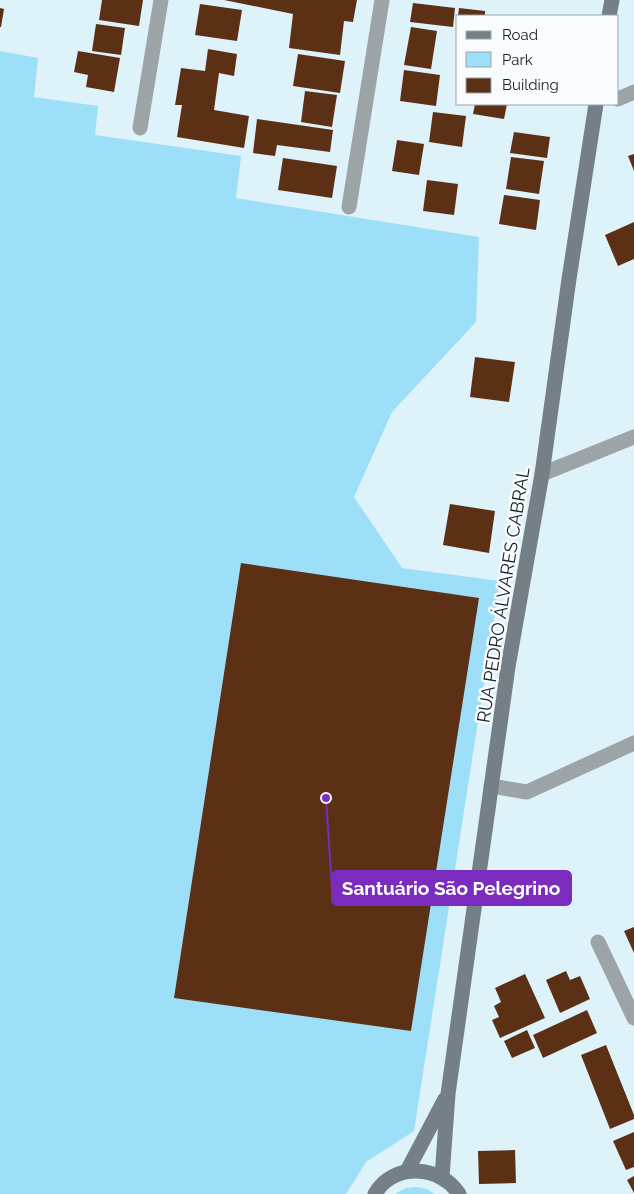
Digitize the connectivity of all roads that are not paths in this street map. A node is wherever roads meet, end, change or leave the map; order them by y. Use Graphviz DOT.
graph roads {
  1 [pos="161,0"];
  2 [pos="382,0"];
  3 [pos="612,0"];
  4 [pos="609,15"];
  5 [pos="634,92"];
  6 [pos="619,99"];
  7 [pos="599,106"];
  8 [pos="140,128"];
  9 [pos="349,207"];
  10 [pos="634,437"];
  11 [pos="542,474"];
  12 [pos="634,744"];
  13 [pos="491,786"];
  14 [pos="598,942"];
  15 [pos="634,1018"];
  16 [pos="448,1094"];
  17 [pos="407,1171"];
  18 [pos="442,1176"];
  19 [pos="375,1194"];
  20 [pos="459,1194"];
  1 -- 8 [label="street"];
  2 -- 9 [label="street"];
  3 -- 4 [label="street"];
  5 -- 6 [label="street"];
  7 -- 11 [label="street, RUA PEDRO ÁLVARES CABRAL"];
  10 -- 11 [label="street"];
  11 -- 13 [label="street, RUA PEDRO ÁLVARES CABRAL"];
  12 -- 13 [label="street"];
  13 -- 16 [label="street, RUA PEDRO ÁLVARES CABRAL"];
  14 -- 15 [label="street"];
  16 -- 17 [label="street, RUA PEDRO ÁLVARES CABRAL"];
  16 -- 18 [label="street, RUA PEDRO ÁLVARES CABRAL"];
  17 -- 18 [label="street"];
  17 -- 19 [label="street"];
  18 -- 20 [label="street"];
}
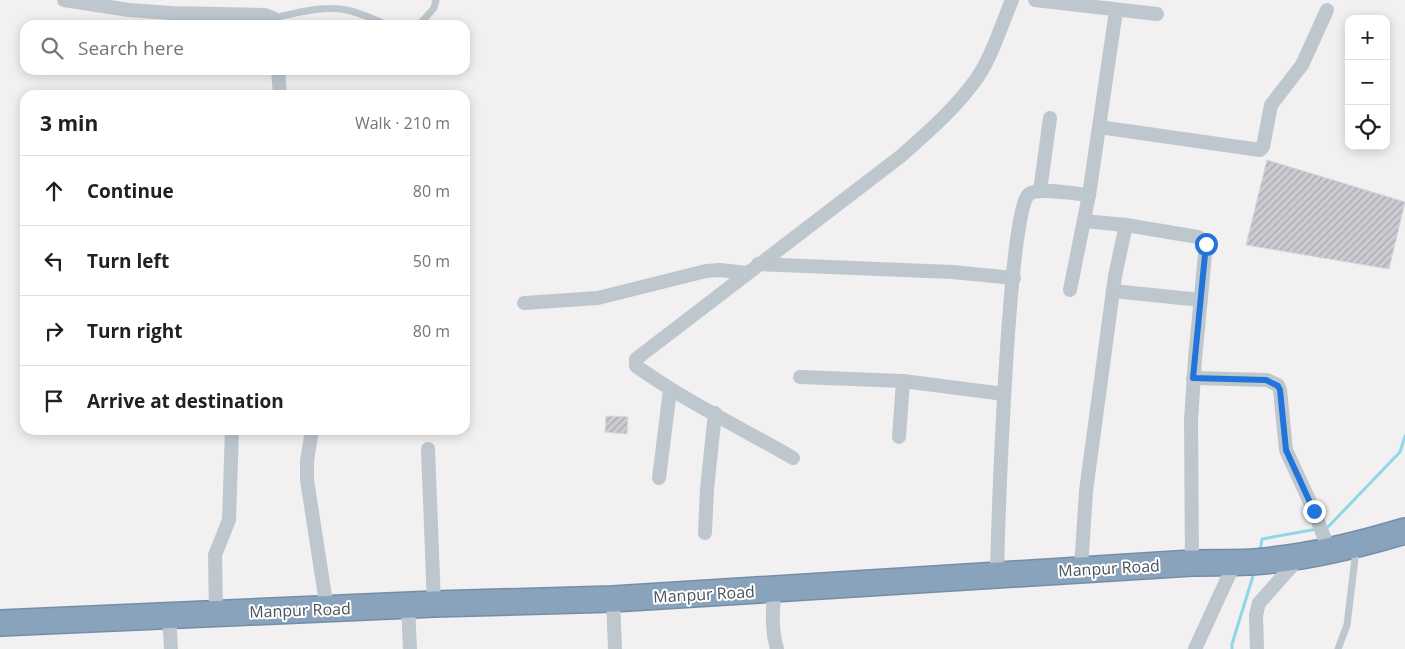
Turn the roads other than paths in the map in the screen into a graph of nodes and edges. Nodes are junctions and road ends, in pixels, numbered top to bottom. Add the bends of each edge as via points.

WORK REQUEST
With the images left out, set down each record exactly as it appears.

COMPLETED TASK
Digitize the connectivity of all roads that are not paths in this street map. A node is wherever roads meet, end, change or leave the map; order them by y. Use Graphviz DOT.
graph roads {
  1 [pos="161,0"];
  2 [pos="382,0"];
  3 [pos="612,0"];
  4 [pos="609,15"];
  5 [pos="634,92"];
  6 [pos="619,99"];
  7 [pos="599,106"];
  8 [pos="140,128"];
  9 [pos="349,207"];
  10 [pos="634,437"];
  11 [pos="542,474"];
  12 [pos="634,744"];
  13 [pos="491,786"];
  14 [pos="598,942"];
  15 [pos="634,1018"];
  16 [pos="448,1094"];
  17 [pos="407,1171"];
  18 [pos="442,1176"];
  19 [pos="375,1194"];
  20 [pos="459,1194"];
  1 -- 8 [label="street"];
  2 -- 9 [label="street"];
  3 -- 4 [label="street"];
  5 -- 6 [label="street"];
  7 -- 11 [label="street, RUA PEDRO ÁLVARES CABRAL"];
  10 -- 11 [label="street"];
  11 -- 13 [label="street, RUA PEDRO ÁLVARES CABRAL"];
  12 -- 13 [label="street"];
  13 -- 16 [label="street, RUA PEDRO ÁLVARES CABRAL"];
  14 -- 15 [label="street"];
  16 -- 17 [label="street, RUA PEDRO ÁLVARES CABRAL"];
  16 -- 18 [label="street, RUA PEDRO ÁLVARES CABRAL"];
  17 -- 18 [label="street"];
  17 -- 19 [label="street"];
  18 -- 20 [label="street"];
}
Turn the roads other than paths in the map in the screen into a graph of nodes and edges. Nodes are junctions and road ends, in pixels, numbered top to bottom. Add the bends of each edge as via points.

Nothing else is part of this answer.